Background: Despite advancements in the treatment of rheumatoid arthritis (RA), optimal disease control remains a challenge in the difficult-to-treat RA (D2T) subset of patients, often resulting in persistent symptoms, especially pain. The etiology of pain in D2T RA is multifactorial, involving factors such as ongoing inflammation, altered pain processing, structural damage, and various physical and psycho-social comorbidities. Recent literature suggests that peripheral blood mononuclear cells (PBMC) can reflect the pathophysiological mechanisms of the central nervous system.
Objectives: Our main goal was to compare the transcriptomic profiles of PBMCs of RA patients with a special focus on D2T RA and healthy controls (HC) to identify characteristic differences in molecules and signaling pathways and to reveal the connection between pain and inflammation.
Methods: The research was carried out in two centers, including 31 HCs and 48 RA patients, out of whom 30 were classified as D2T RA. Based on pain and inflammatory parameters, patients were divided into different subgroups: a) high inflammation (C-reactive protein (CRP)>5 mg/l or erythrocyte sedimentation rate (ESR) > 25 mm/hr) and high pain (Pain Visual Analogue Scale(VAS)>50), b) high inflammation and low pain (PainVAS≤50), c) low inflammation (CRP≤ 5 mg/L or ESR≤25mm/hr) and high pain and c ) low inflammation and low pain . Transcriptomic analysis was performed on the total RNA isolated from PBMCs by next-generation sequencing, and the results were evaluated using bioinformatics tools (Figure 1).

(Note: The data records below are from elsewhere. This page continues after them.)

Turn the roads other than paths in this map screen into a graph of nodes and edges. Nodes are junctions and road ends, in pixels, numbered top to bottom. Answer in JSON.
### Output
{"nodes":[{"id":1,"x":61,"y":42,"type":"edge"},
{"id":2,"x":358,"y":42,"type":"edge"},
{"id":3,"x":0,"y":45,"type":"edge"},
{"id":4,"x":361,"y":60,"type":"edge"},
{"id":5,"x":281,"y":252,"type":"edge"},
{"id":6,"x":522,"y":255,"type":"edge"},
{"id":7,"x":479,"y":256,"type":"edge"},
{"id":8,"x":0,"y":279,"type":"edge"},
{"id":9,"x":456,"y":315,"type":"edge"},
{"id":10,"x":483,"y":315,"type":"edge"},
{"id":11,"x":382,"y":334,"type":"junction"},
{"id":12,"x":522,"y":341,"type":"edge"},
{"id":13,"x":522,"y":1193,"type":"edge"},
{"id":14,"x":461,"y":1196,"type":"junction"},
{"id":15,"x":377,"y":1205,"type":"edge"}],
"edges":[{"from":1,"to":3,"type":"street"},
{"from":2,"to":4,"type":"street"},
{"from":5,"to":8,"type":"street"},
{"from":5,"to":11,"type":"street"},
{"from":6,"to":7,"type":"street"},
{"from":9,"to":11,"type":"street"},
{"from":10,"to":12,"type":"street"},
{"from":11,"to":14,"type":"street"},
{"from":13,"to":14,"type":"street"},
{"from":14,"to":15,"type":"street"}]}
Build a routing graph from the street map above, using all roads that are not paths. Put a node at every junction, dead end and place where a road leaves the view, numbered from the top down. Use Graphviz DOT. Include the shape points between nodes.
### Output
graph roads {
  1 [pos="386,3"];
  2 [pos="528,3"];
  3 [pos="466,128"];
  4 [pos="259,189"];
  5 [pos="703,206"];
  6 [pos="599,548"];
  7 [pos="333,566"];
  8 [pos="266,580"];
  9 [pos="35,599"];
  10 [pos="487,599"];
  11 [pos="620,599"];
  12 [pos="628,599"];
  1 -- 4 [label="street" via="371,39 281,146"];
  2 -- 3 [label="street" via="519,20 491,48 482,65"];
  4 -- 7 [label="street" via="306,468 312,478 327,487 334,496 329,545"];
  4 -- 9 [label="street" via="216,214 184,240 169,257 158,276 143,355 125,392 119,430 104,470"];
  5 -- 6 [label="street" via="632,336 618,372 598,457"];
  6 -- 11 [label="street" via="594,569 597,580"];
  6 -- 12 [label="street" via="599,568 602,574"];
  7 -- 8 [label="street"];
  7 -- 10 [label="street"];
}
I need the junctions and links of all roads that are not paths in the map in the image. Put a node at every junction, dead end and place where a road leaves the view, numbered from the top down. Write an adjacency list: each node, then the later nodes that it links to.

Results: In the non-D2T RA compared to HCs, 8 upregulated and 40 downregulated genes were determined mainly involved in inflammatory mechanisms such as leukocyte activation and migration ( e.g., ITGA1 encoding the alpha 1 subunit of integrin receptors ) and regulation of immune responses (e.g., CXCL5 encoding the CXC motif chemokine ligand 5 ) (Figure 2a). When comparing D2T RA patients to HCs, 8 downregulated and 20 upregulated genes were found. However, in this case, in addition to inflammatory processes, many genes (e.g., SCNA encoding a protein regulating synaptic vesicle trafficking and MMP8 and 9 encoding matrix metalloproteinases ) could be linked to neuroinflammatory responses, microglial activation, and sensory pain perception too (Figure 2b and d). The comparison between D2T RA and non-D2T RA patients identified 16 upregulated and 66 downregulated genes, from which many could be linked to neuronal differentiation functions and altered synaptic signaling (e.g., NEGR1, neuronal growth regulator 1, S100B encoding a calcium-binding protein, etc.) (Figure 2c). Based on pain and inflammatory parameters, different subgroups of RA patients were compared. In patients with high inflammation and high pain, the vast majority of the altered genes involved in Type I interferon signaling and regulation (e.g., RSAD2, IFIT1, IFIT2, etc.) was found to be downregulated compared to patients with high inflammation and low pain. (Figure 2e ) Patients with low inflammation but having high pain compared to low inflammation but low pain showed significant alterations in the expression of genes involved in several processes related to inflammation and the neuronal system (e.g., SLC1A7, MAPT, etc.). (Figure 2f).
Conclusion: Our study reveals specific transcriptomic variations between RA patients and HCs, as well as characteristic differences between non-D2T RA versus D2T RA patients, mainly involving neuronal activation and sensitization processes. In the subgroups of RA patients with different pain and inflammatory parameters, the downregulation of Type-1 Interferon signaling seems to contribute to the pain intensity of patients with high inflammation, whereas alterations of neuronal system processes seem to play an important role in pain accompanying low inflammatory activity. Therefore, PBMC transcriptomics appears to be useful for identifying differentially expressed genes associated with pathophysiological mechanisms involved in inflammatory processes and pain sensitization. Confirming hypotheses generated with this unbiased omics approach can facilitate the development of novel therapies.
REFERENCES: NIL.
Acknowledgements: Funding: HUN-REN–PTE Chronic Pain Research Group (14017), OTKA Grant (K 138046) and (K 131479), TKP2021-EGA-29, the National Brain Research Program and the Richter Gedeon Talentum Foundation with the help of „Richter Gedeon PhD Scholarship” for LGT. Figure 1. was created with biorender.com.
Disclosure of Interests: None declared.